[Problem description]: All that is needed is the listing, transcribed exactly and in full.

[The data]:
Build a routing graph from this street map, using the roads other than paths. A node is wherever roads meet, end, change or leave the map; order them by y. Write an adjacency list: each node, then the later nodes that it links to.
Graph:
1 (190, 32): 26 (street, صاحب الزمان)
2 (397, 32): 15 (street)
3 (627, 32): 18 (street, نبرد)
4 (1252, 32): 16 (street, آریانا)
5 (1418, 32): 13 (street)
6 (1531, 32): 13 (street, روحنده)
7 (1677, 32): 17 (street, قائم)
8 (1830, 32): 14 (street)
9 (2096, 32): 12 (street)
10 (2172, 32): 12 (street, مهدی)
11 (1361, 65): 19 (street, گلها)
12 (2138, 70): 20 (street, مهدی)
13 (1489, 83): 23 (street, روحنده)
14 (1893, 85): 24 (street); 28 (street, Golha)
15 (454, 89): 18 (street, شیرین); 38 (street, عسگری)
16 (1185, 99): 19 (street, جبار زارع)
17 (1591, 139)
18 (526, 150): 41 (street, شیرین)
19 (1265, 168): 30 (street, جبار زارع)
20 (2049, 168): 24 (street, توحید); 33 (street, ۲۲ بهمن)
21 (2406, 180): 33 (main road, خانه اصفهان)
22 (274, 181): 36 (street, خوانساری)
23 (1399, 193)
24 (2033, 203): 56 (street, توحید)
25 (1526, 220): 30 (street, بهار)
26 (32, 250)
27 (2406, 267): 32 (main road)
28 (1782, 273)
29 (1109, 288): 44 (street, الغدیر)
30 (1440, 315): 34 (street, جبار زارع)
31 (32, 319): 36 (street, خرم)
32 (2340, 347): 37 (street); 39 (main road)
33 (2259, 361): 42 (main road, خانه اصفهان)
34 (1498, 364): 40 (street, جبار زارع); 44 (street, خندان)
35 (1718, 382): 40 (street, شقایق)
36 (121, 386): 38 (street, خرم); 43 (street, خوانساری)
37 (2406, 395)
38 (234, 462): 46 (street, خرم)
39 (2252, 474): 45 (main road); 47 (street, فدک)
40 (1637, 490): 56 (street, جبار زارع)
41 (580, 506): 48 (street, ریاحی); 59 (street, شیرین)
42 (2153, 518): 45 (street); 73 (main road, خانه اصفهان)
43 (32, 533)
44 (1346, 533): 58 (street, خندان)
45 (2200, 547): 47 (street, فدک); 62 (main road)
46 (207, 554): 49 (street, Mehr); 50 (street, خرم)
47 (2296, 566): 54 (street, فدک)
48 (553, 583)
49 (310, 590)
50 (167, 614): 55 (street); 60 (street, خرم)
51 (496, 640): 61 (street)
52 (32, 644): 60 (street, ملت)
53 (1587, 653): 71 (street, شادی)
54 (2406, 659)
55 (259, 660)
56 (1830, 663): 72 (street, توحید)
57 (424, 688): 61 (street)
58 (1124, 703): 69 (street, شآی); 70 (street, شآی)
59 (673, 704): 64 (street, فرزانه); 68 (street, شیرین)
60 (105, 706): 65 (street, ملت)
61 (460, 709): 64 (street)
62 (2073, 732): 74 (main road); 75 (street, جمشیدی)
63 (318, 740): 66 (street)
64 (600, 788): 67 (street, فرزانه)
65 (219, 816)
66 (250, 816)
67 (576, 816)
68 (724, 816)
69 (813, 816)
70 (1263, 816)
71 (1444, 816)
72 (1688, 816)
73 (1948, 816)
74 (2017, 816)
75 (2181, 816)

[Answer to the problem]:
Build a routing graph from this street map, using the roads other than paths. A node is wherever roads meet, end, change or leave the map; order them by y. Write an adjacency list: each node, then the later nodes that it links to.
Graph:
1 (190, 32): 26 (street, صاحب الزمان)
2 (397, 32): 15 (street)
3 (627, 32): 18 (street, نبرد)
4 (1252, 32): 16 (street, آریانا)
5 (1418, 32): 13 (street)
6 (1531, 32): 13 (street, روحنده)
7 (1677, 32): 17 (street, قائم)
8 (1830, 32): 14 (street)
9 (2096, 32): 12 (street)
10 (2172, 32): 12 (street, مهدی)
11 (1361, 65): 19 (street, گلها)
12 (2138, 70): 20 (street, مهدی)
13 (1489, 83): 23 (street, روحنده)
14 (1893, 85): 24 (street); 28 (street, Golha)
15 (454, 89): 18 (street, شیرین); 38 (street, عسگری)
16 (1185, 99): 19 (street, جبار زارع)
17 (1591, 139)
18 (526, 150): 41 (street, شیرین)
19 (1265, 168): 30 (street, جبار زارع)
20 (2049, 168): 24 (street, توحید); 33 (street, ۲۲ بهمن)
21 (2406, 180): 33 (main road, خانه اصفهان)
22 (274, 181): 36 (street, خوانساری)
23 (1399, 193)
24 (2033, 203): 56 (street, توحید)
25 (1526, 220): 30 (street, بهار)
26 (32, 250)
27 (2406, 267): 32 (main road)
28 (1782, 273)
29 (1109, 288): 44 (street, الغدیر)
30 (1440, 315): 34 (street, جبار زارع)
31 (32, 319): 36 (street, خرم)
32 (2340, 347): 37 (street); 39 (main road)
33 (2259, 361): 42 (main road, خانه اصفهان)
34 (1498, 364): 40 (street, جبار زارع); 44 (street, خندان)
35 (1718, 382): 40 (street, شقایق)
36 (121, 386): 38 (street, خرم); 43 (street, خوانساری)
37 (2406, 395)
38 (234, 462): 46 (street, خرم)
39 (2252, 474): 45 (main road); 47 (street, فدک)
40 (1637, 490): 56 (street, جبار زارع)
41 (580, 506): 48 (street, ریاحی); 59 (street, شیرین)
42 (2153, 518): 45 (street); 73 (main road, خانه اصفهان)
43 (32, 533)
44 (1346, 533): 58 (street, خندان)
45 (2200, 547): 47 (street, فدک); 62 (main road)
46 (207, 554): 49 (street, Mehr); 50 (street, خرم)
47 (2296, 566): 54 (street, فدک)
48 (553, 583)
49 (310, 590)
50 (167, 614): 55 (street); 60 (street, خرم)
51 (496, 640): 61 (street)
52 (32, 644): 60 (street, ملت)
53 (1587, 653): 71 (street, شادی)
54 (2406, 659)
55 (259, 660)
56 (1830, 663): 72 (street, توحید)
57 (424, 688): 61 (street)
58 (1124, 703): 69 (street, شآی); 70 (street, شآی)
59 (673, 704): 64 (street, فرزانه); 68 (street, شیرین)
60 (105, 706): 65 (street, ملت)
61 (460, 709): 64 (street)
62 (2073, 732): 74 (main road); 75 (street, جمشیدی)
63 (318, 740): 66 (street)
64 (600, 788): 67 (street, فرزانه)
65 (219, 816)
66 (250, 816)
67 (576, 816)
68 (724, 816)
69 (813, 816)
70 (1263, 816)
71 (1444, 816)
72 (1688, 816)
73 (1948, 816)
74 (2017, 816)
75 (2181, 816)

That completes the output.